The children´s book Óskastundin [The Wishing Hour] (1997) is about the eternal daydream of children that they have long into adulthood: how can I get a grip on the world that others do not have. Get strong like Pippi Longstocking or master wizardry like Harry Potter? My character, Hildur, gets the power to fulfill wishes - but with the side effect that she cannot wish for anything for herself, she cannot do anything that seems completely implausible, and she cannot let anyone know of her powers. And this is much more difficult than anyone would suspect. I also co-wrote another children´s book with my daughter Lena Bergmann who is an artist: it tells the story of how Stelpan sem var hrædd við dýr [The Girl Who Was Afraid of Animals] (1994) loses her way into the world of animals and learns how to trust them.
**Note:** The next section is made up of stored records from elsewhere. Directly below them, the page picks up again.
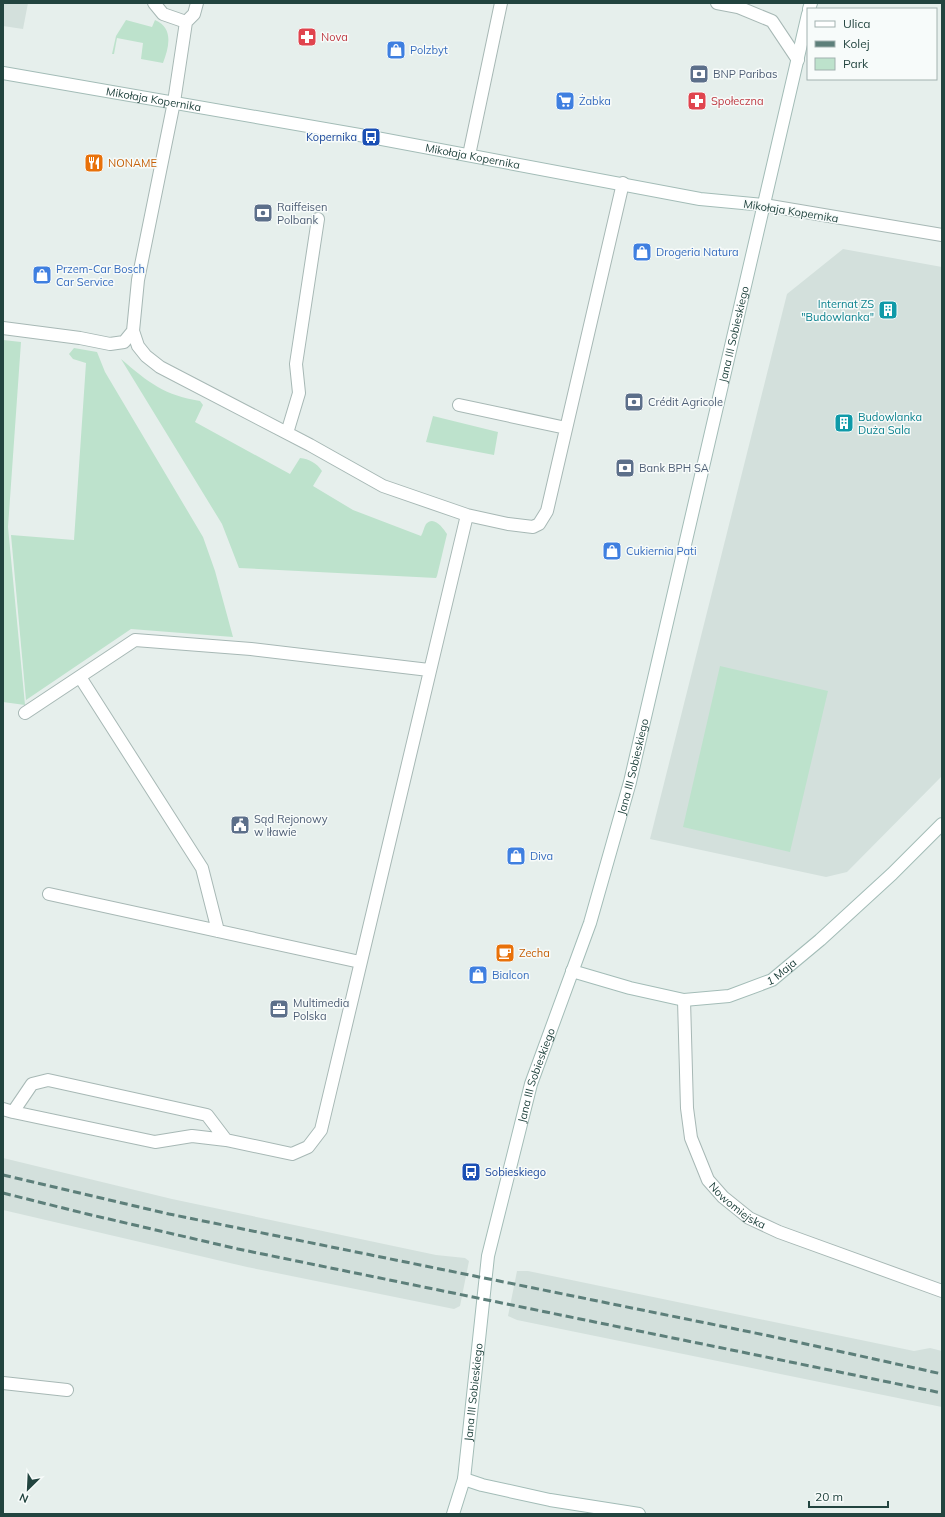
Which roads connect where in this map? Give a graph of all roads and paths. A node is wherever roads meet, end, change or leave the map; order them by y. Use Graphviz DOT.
graph roads {
  1 [pos="154,3"];
  2 [pos="197,3"];
  3 [pos="501,3"];
  4 [pos="717,3"];
  5 [pos="807,19"];
  6 [pos="186,22"];
  7 [pos="798,60"];
  8 [pos="3,72"];
  9 [pos="174,102"];
  10 [pos="469,154"];
  11 [pos="623,183"];
  12 [pos="764,205"];
  13 [pos="318,219"];
  14 [pos="942,235"];
  15 [pos="3,328"];
  16 [pos="133,331"];
  17 [pos="459,405"];
  18 [pos="566,428"];
  19 [pos="287,433"];
  20 [pos="467,515"];
  21 [pos="429,670"];
  22 [pos="80,677"];
  23 [pos="25,713"];
  24 [pos="942,824"];
  25 [pos="48,894"];
  26 [pos="218,931"];
  27 [pos="360,962"];
  28 [pos="572,971"];
  29 [pos="684,1000"];
  30 [pos="8,1110"];
  31 [pos="226,1140"];
  32 [pos="942,1290"];
  33 [pos="3,1383"];
  34 [pos="67,1390"];
  35 [pos="464,1479"];
  36 [pos="453,1514"];
  37 [pos="639,1514"];
  1 -- 6 [label="street"];
  2 -- 6 [label="street"];
  3 -- 10 [label="street"];
  4 -- 7 [label="street"];
  5 -- 7 [label="street, Jana III Sobieskiego"];
  6 -- 9 [label="street"];
  7 -- 12 [label="street, Jana III Sobieskiego"];
  8 -- 9 [label="street, Mikołaja Kopernika"];
  9 -- 10 [label="street, Mikołaja Kopernika"];
  9 -- 16 [label="street"];
  10 -- 11 [label="street, Mikołaja Kopernika"];
  11 -- 12 [label="street, Mikołaja Kopernika"];
  11 -- 18 [label="street"];
  12 -- 14 [label="street, Mikołaja Kopernika"];
  12 -- 28 [label="street, Jana III Sobieskiego"];
  13 -- 19 [label="street"];
  15 -- 16 [label="street"];
  16 -- 19 [label="street"];
  17 -- 18 [label="street"];
  18 -- 20 [label="street"];
  19 -- 20 [label="street"];
  20 -- 21 [label="street"];
  21 -- 22 [label="street"];
  21 -- 27 [label="street"];
  22 -- 23 [label="street"];
  22 -- 26 [label="street"];
  24 -- 29 [label="street, 1 Maja"];
  25 -- 26 [label="street"];
  26 -- 27 [label="street"];
  27 -- 31 [label="street"];
  28 -- 29 [label="street, 1 Maja"];
  28 -- 35 [label="street, Jana III Sobieskiego"];
  29 -- 32 [label="street, Nowomiejska"];
  30 -- 31 [label="street"];
  30 -- 31 [label="street"];
  33 -- 34 [label="street"];
  35 -- 36 [label="street, Jana III Sobieskiego"];
  35 -- 37 [label="street"];
}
My last novel is called Sægreifi deyr [Death of a Fishing Baron] (1999). It is a family story connected to the hottest debate in modern Iceland, the matter of the fishing quota, the control of the fishing grounds! It is obviously impossible to find a solution to that dilemma in a novel. But it can be used as an example of a problem that goes beyond the topical problems of the Icelandic fishing villages of today. A problem which touches upon the dangers that threaten numerous smaller societies at the moment and for the nearest future - when the basis for survival and former way of living is taken away and people stand helplessly in the cold wind of the so called global village. And like in most novels there is much talk of many things other than the first mentioned, of the leftwing politics that disappeared and the tourism that showed up, about god and writing and what existence they are allowed here and now. Love is of course a big motivator in this story as in the other ones: without it each novel becomes like stock fish left to soak for too long, like a young man who has forgotten to play, like an aged man who has lost all curiosity.